I would have said Ultima underworld. It's open-ish despite being in a sprawling multi-level dungeon; but what it really did right was that it was a being a first person immersive simulation; sort of like the RPG equivalent of a flight sim. Before Underworld, games just didn't do that kind of thing; a monster was a monster was a monster, not a faction that you could be friends or enemies with. You just didn't get games where you navigated a 3D space in first person with swiming and jumping etc; Wolfenstein 3D was out at almost the same time and it was a 2D maze depicted in 3D. It inspired among others, System shock, Thief, Half-life, the elderscrolls, Everquest and Deus ex. I'd also have mentioned some early non-space open world 3D games from the Amiga/ST/DOS. Such as hunter; an open world, third person shooter with vehicles and a quest structure; or midwinter, a weird open world post-apocalyptic ARPG/shooter/survival thingy.
Paramesh Subramoni and I bet that's the only one you have played ( no pun intended all the people in India seem to have one thing in common, they have played vice city). :D
+Jason Armstrong YES YES YES! I loved that game! I remember the bowling at the end between the 4 spidermans, and when you can just keep fighting that big guy in the cage all over again! I really loved when you fight the green goblin at the end, and he is flying around on his purple hovercraft, and you keep killing! And when you save mary janes purse, jesus i spent so much hours on that game, i miss that generation of games. im gonna cry in nostalgia now.
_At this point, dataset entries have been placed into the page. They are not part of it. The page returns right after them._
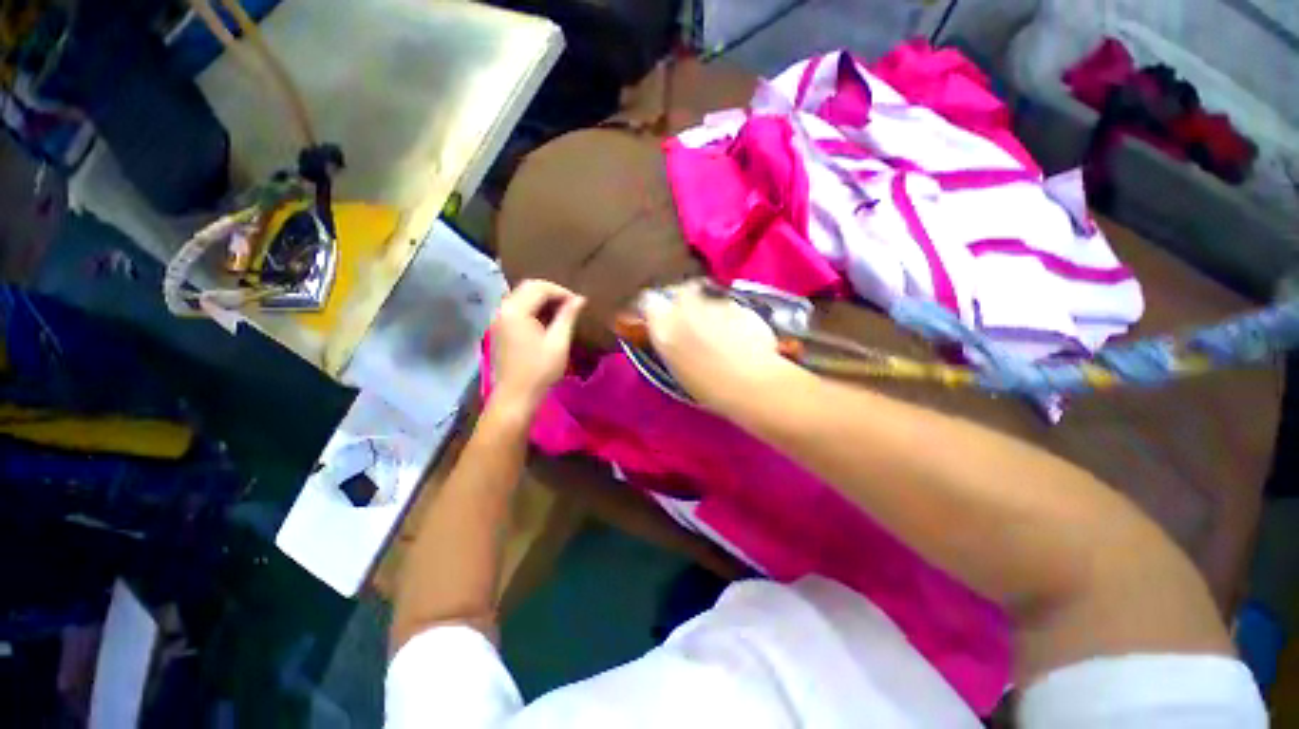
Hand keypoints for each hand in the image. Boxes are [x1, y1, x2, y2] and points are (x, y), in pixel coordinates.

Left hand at [490, 280, 585, 412]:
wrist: (515, 396)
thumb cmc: (540, 370)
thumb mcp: (558, 342)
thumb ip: (567, 316)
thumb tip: (579, 299)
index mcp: (516, 310)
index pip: (540, 288)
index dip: (562, 292)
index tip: (578, 304)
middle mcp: (502, 309)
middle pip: (527, 288)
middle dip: (551, 293)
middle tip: (570, 306)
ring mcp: (498, 319)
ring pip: (521, 297)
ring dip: (541, 300)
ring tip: (561, 313)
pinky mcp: (498, 329)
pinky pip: (516, 309)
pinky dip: (532, 309)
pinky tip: (545, 322)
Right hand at [642, 281, 790, 410]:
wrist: (751, 383)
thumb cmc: (708, 387)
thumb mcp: (676, 368)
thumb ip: (669, 343)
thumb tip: (668, 333)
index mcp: (664, 326)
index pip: (649, 301)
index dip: (654, 308)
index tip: (659, 316)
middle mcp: (686, 307)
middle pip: (679, 290)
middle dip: (682, 300)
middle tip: (688, 319)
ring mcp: (715, 303)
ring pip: (705, 296)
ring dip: (707, 307)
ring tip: (716, 329)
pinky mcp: (740, 304)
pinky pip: (728, 305)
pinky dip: (729, 314)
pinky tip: (737, 332)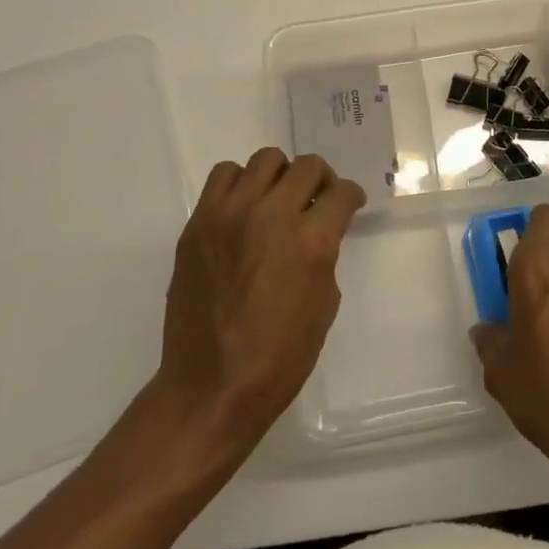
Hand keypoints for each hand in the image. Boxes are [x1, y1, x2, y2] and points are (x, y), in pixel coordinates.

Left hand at [151, 149, 365, 453]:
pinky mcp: (198, 223)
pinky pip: (223, 176)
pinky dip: (240, 184)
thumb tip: (318, 230)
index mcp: (311, 241)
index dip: (350, 196)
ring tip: (277, 201)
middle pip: (306, 167)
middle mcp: (271, 216)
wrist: (211, 387)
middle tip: (316, 200)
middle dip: (320, 181)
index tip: (348, 203)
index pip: (340, 192)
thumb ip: (324, 254)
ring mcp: (229, 216)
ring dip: (280, 177)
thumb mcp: (324, 303)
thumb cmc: (279, 357)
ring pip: (265, 161)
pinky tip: (243, 210)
Great video. A comprehensive story of the Open World concept? Very cool. Surprised you didn't mention Wasteland but as you say, definitions ahoy. I just wish that the concept didn't get out of hand. The most recent example is Dragon Age Inquisition, for me. Okay, big world, lots of stuff to do, but if most of that stuff are fetch quests it's all wasted space.
The unsung godfather of open-world gaming: Hydlide (1984) This was the first true open-world game, in the modern sense of the world. Unlike the early Ultima, Dragon Quest and Final Fantasy games where you walk around as a giant on a world map/hub (like Mario's world map/hub, but non-linear), Hydlide introduced a continuous open world, where you actually explore the entire game world on foot. This is essentially what we mean by open world today. Modern open-world games have their roots in Hydlide. It was the game that inspired Zelda. In turn, Zelda inspired the Ultima series to abandon the world map/hub of Ultima 1-5 with a Zelda-style continuous open world in Ultima 6 onwards. In turn, The Elder Scrolls series was inspired by the later Ultima games that came after Ultima 6. And Zelda itself went on to inspire the open-world design of the GTA series. All of these games can ultimately trace back their open-world roots to Hydlide. And yet, the irony of history is that Hydlide is now widely reviled in the West, because of how poorly it has aged, compared to later games that vastly improved on it and left it in the dust.
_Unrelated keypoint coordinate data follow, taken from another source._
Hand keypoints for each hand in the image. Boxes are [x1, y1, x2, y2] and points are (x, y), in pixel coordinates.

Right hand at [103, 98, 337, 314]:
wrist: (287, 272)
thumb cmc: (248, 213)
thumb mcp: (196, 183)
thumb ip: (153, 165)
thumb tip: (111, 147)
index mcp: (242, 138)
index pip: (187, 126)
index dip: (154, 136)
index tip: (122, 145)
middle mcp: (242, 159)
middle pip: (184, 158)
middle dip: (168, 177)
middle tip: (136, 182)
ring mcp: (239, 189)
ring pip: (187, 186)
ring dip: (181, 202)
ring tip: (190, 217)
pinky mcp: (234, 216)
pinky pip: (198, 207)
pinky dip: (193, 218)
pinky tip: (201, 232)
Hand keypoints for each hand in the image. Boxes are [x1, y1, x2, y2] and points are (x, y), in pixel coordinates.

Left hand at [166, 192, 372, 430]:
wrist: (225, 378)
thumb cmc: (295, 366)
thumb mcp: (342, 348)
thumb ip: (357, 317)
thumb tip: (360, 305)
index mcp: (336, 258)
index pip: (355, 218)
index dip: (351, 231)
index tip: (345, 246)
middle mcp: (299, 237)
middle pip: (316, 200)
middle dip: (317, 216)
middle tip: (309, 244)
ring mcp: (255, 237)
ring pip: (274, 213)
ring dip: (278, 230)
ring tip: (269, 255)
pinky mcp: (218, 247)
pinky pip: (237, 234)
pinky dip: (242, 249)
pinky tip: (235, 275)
I'm surprised he didn't talk more about text-based RPGs; MUDs were among my first computer game experiences, and being based on pen-and-paper RPGs their worlds were very open indeed.
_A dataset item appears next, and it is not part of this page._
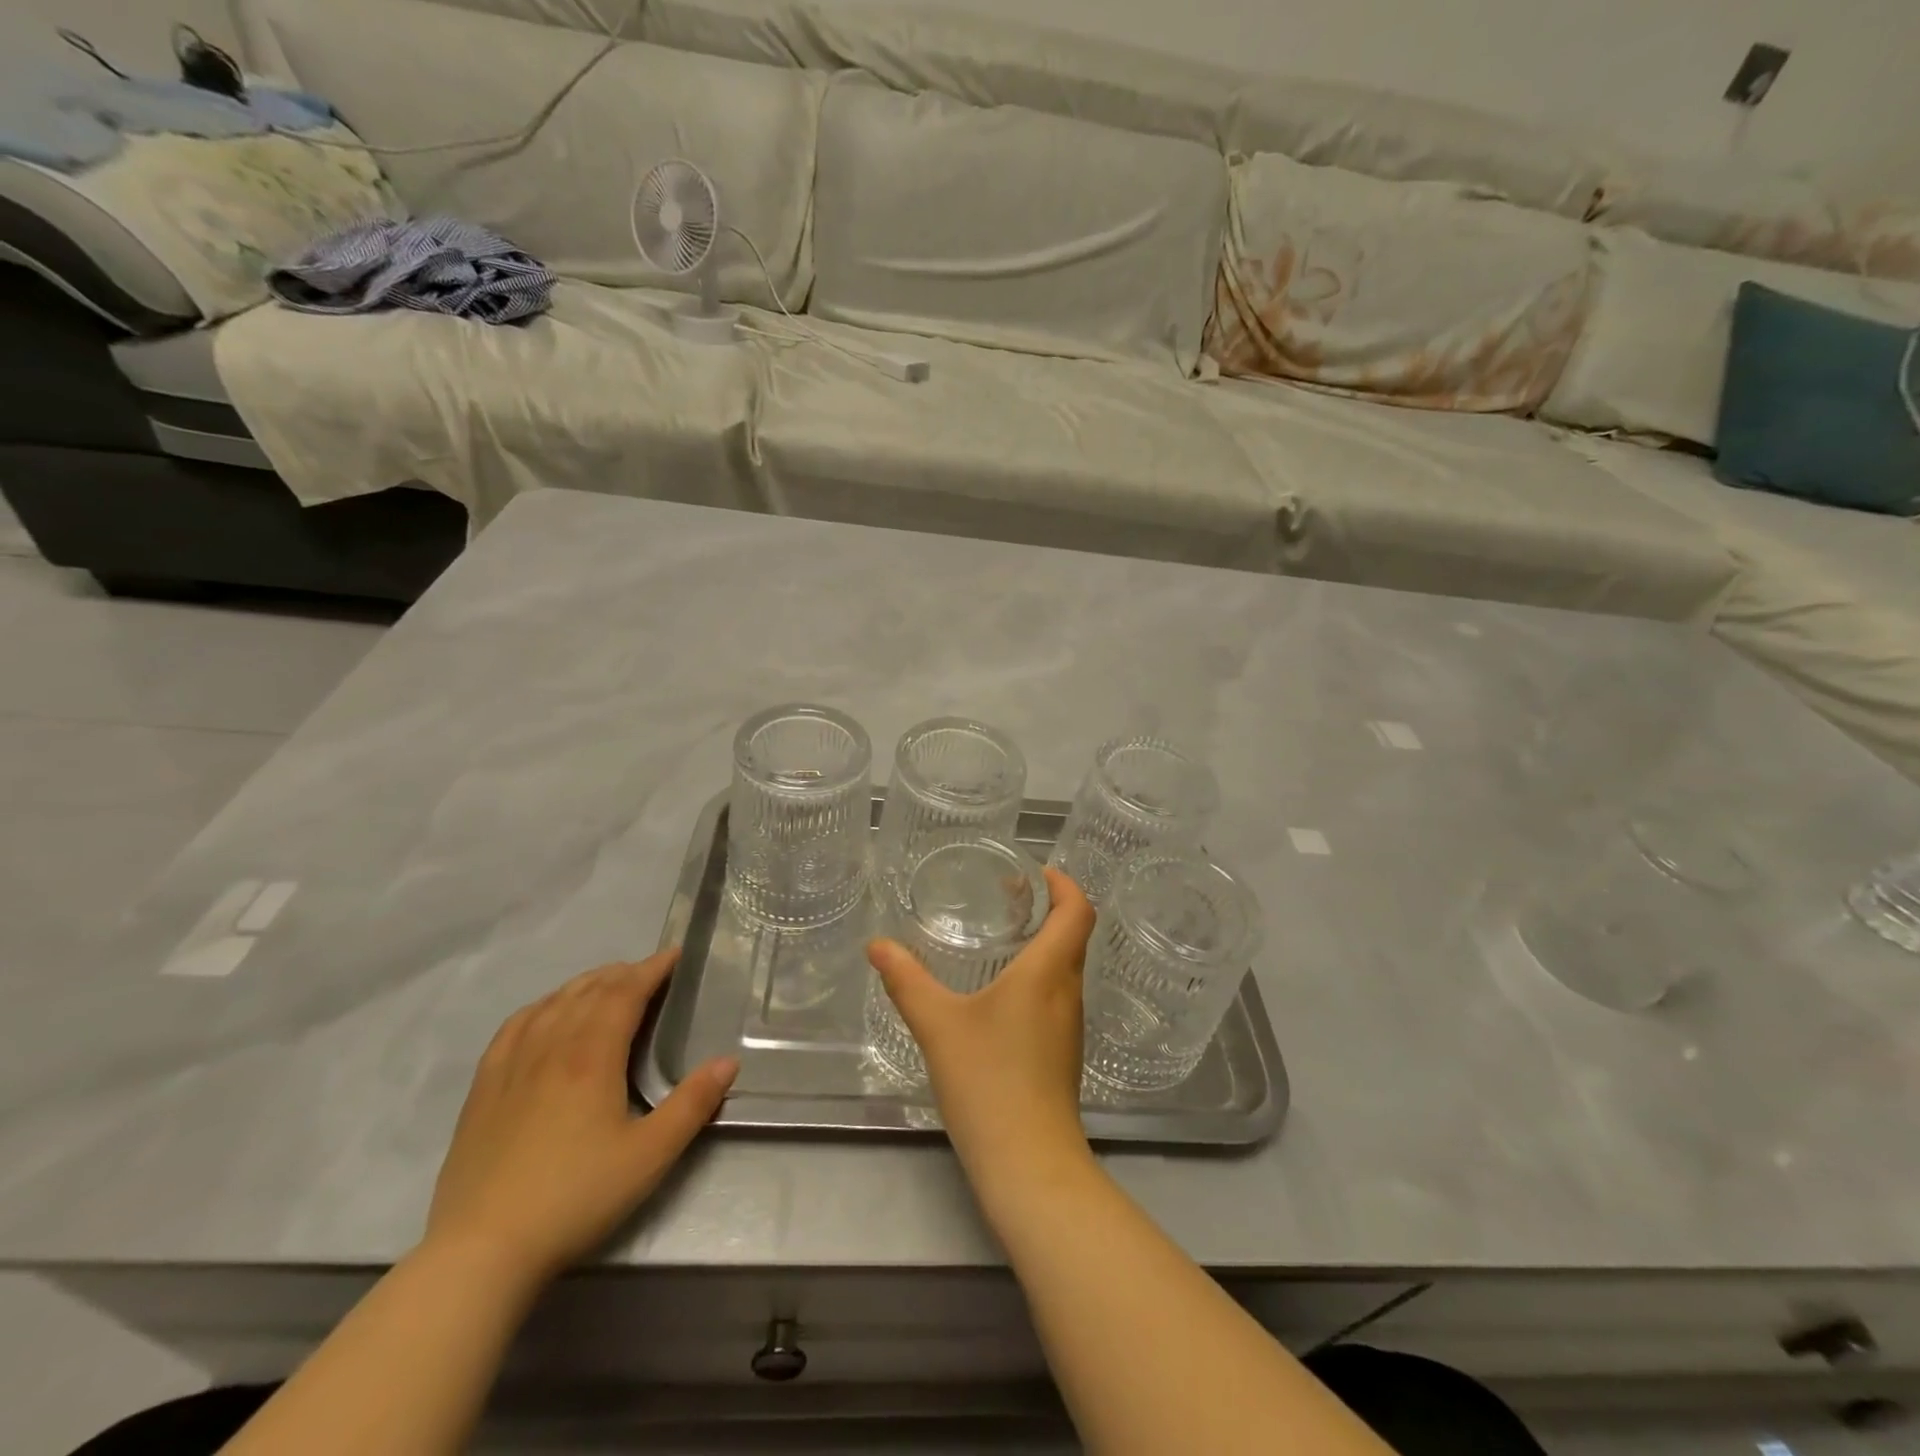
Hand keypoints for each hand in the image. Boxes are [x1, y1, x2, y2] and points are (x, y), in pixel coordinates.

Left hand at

I dont like the way most open world games do it by just dumping a fkton of unimaginative treadmill missions all over the map, with no thought behind them beside that guy who did the basic mission concept. And then if you follow only the side story, those games mostly fall flat quantity wise. But i guess im in the minority here.
Axonteer Same, I didn't like Skyrim. Then again, it was being made by only 100 people and they said it was like that because of the restrictions of last-gen. So maybe their next game will be complete? And maybe The Division won't have microtransactions. (sarcasm)
Maybe in future we wont get botched always online game releases or even better... games that work out of the box and dont require a day1 patch to even load... (hard sarcasm)
Axonteer Oh, we have...some of those. I know that Dying Light works, apparently. Final review copies were sent and it all works fine. Actually, there are still offline and/or working games, it's just that day one patches are becoming more of a thing.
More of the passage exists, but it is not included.